A new report from the Information Security Forum paints a fairly pessimistic picture of enterprises' ability to protect their IT from cybercriminals over the next two years.
The report, Threat Horizons 2018, says the ability of organizations to protect IT is progressively being weakened. Businesses and society, for that matter, are becoming more reliant on complex new technologies to function, which intensifies the threat landscape, the report contends.
"We are having to be a little bit more, perhaps, critical of the way in which we look at our use of technology, and that's what you're beginning to see with some of the predictions we're coming out with now," Steve Durbin, managing director of the Information Security Forum, says in an interview with Information Security Media Group. "Let's bear in mind: These predictions are really trying to put some extra weaponry into the armory for the security professionals so we can anticipate some of the challenges that we're going to be seeing."

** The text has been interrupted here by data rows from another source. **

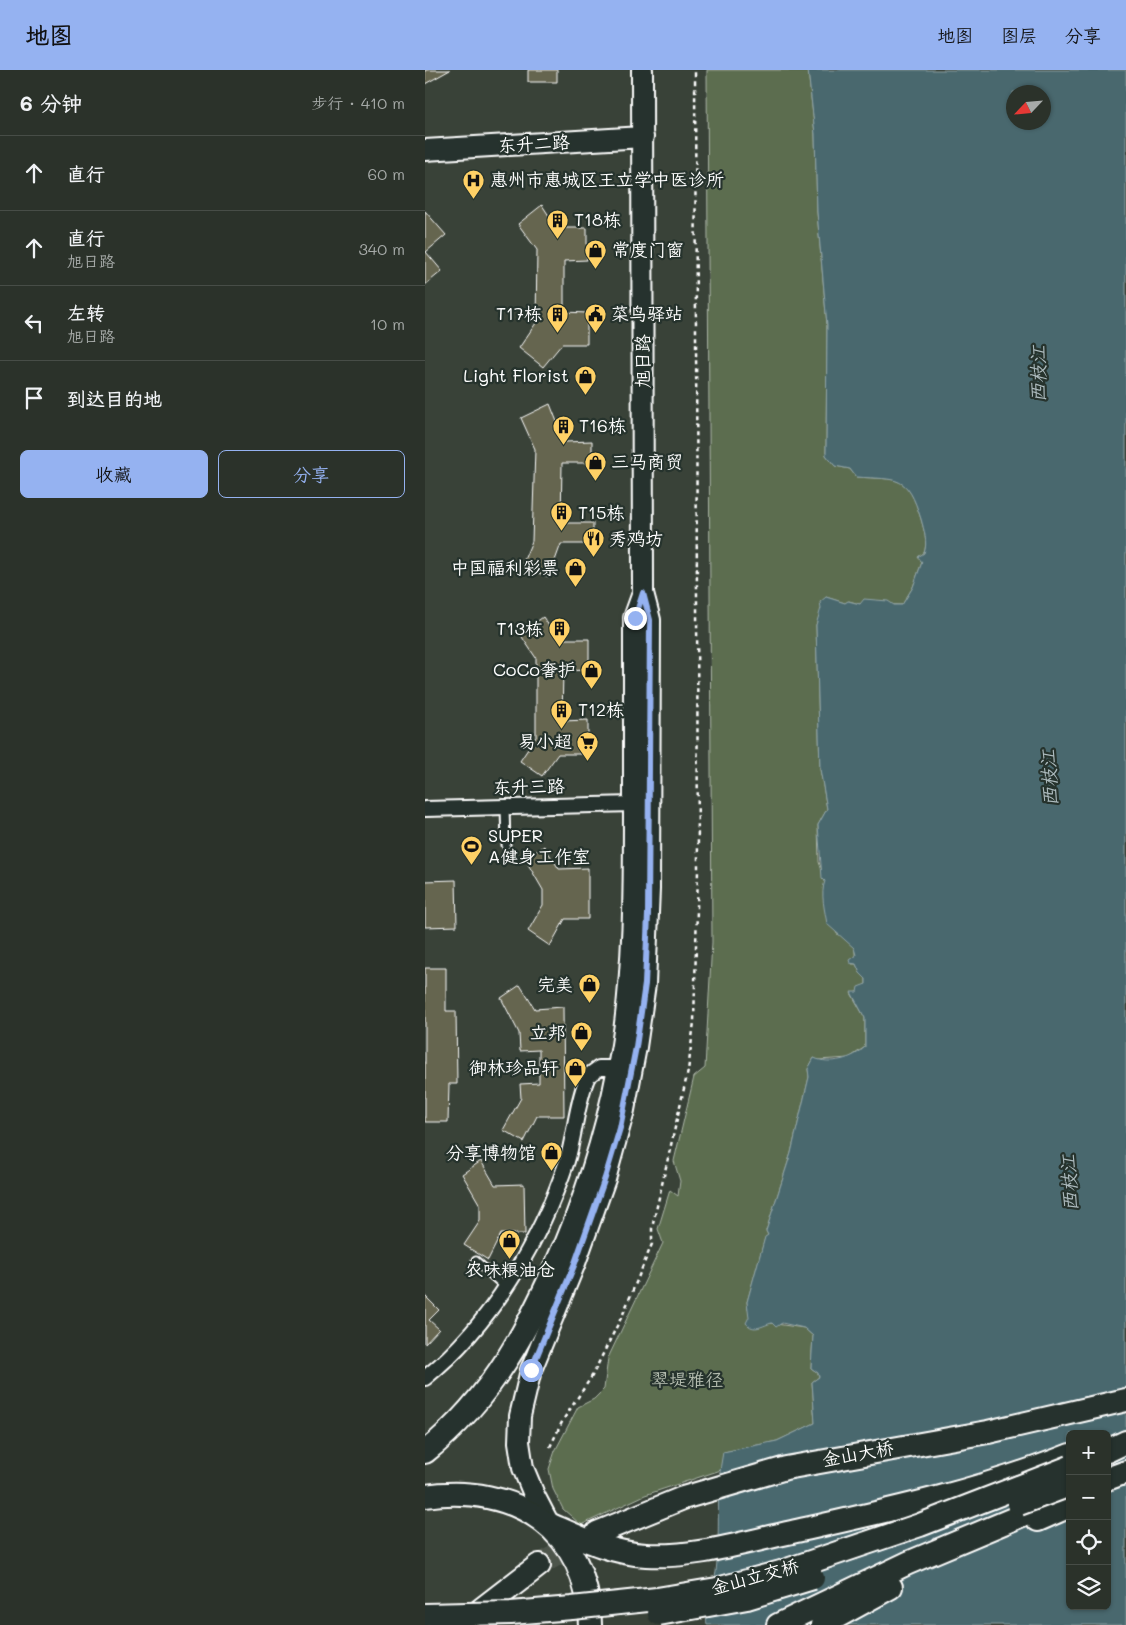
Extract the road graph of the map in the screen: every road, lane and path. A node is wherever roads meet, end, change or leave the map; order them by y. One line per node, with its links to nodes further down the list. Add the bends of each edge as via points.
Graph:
1 (642, 70): 3 (main road, 旭日路)
2 (695, 70): 19 (path, via 698,870 693,1032 688,1071 652,1228 652,1244 623,1314 592,1376)
3 (643, 137): 4 (main road, 东升二路); 5 (main road, 旭日路)
4 (425, 150)
5 (643, 593): 6 (main road, 旭日路, via 635,618); 11 (main road, 旭日路, via 650,620 649,889 645,984 620,1128)
6 (634, 804): 7 (street, 东升三路); 10 (main road, 旭日路, via 631,954 625,1025)
7 (505, 806): 8 (street, 东升三路); 9 (lane)
8 (425, 808)
9 (506, 846)
10 (617, 1068): 11 (main road, 旭日路); 13 (street, via 599,1068 588,1076 561,1176)
11 (569, 1256): 21 (main road, via 501,1370 466,1414); 31 (main road, via 525,1387 519,1429 525,1475)
12 (476, 1261): 13 (lane)
13 (505, 1287): 14 (street, via 469,1339)
14 (425, 1378)
15 (1126, 1400): 32 (main road, 金山大桥, via 995,1430 786,1468 690,1495)
16 (1126, 1432): 17 (main road)
17 (1111, 1438)
18 (1126, 1442): 20 (main road)
19 (549, 1447)
20 (1111, 1448)
21 (425, 1452)
22 (1066, 1456): 32 (main road, via 941,1498 732,1545 649,1556 613,1551)
23 (1066, 1469): 34 (main road, 金山立交桥, bridge, via 920,1525 781,1572 717,1589 555,1610)
24 (1126, 1470): 25 (main road); 26 (main road)
25 (1111, 1473)
26 (1111, 1477)
27 (1066, 1486): 36 (main road, 金山立交桥, bridge, via 771,1591 690,1610)
28 (425, 1496): 31 (main road, via 456,1494 492,1498 520,1507)
29 (1066, 1497): 38 (main road, via 908,1563)
30 (1066, 1508): 39 (main road, via 914,1575)
31 (549, 1524): 32 (main road); 37 (main road, via 568,1549 583,1579)
32 (597, 1539)
33 (539, 1565): 35 (main road)
34 (425, 1615)
35 (460, 1625)
36 (551, 1625)
37 (590, 1625)
38 (779, 1625)
39 (822, 1625)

In the interview (click player beneath image to listen), Durbin addresses the three key themes of the report:
- Technology adoption will dramatically expand the threat landscape. This includes using algorithms to maximize the efficiency of IT systems, which often results in heightened IT security risks. Organizations must be transparent about how algorithms work and how to mitigate the risks involved. "That's the important thing because we're not going to stop our dependence on these things," Durbin says.
- Safeguarding IT will be progressively more difficult. Cyber insurance is one way organizations can mitigate associated risks. But cyber insurance is not a panacea, and Durbin points out that in the coming years, this insurance will have limited benefits. After all, insurers cannot offer coverage for such damages as harm to brand image or loss of reputation caused by a data breach. It would be "very, very difficult for an insurer to be able to put a real price on that and, indeed, write a policy that is going to effectively be able to cover it," Durbin says.
- Governments will become increasingly interventionist. This includes some nations requiring domestic organizations using cloud computing providers to store data on servers within their national borders. "That it's being held in the cloud does not mean you're not responsible for it; this is the real issue," he says. "There is a need for businesses to be working very much more closely with their cloud providers, service providers. ... When we look forward two years, we don't see that threat moving away."
At the Information Security Forum, a not-for-profit organization that develops IT security best practices, Durbin focuses on strategy, information technology, cybersecurity and the emerging security threat landscape. He previously served as a senior vice president at the advisory firm Gartner.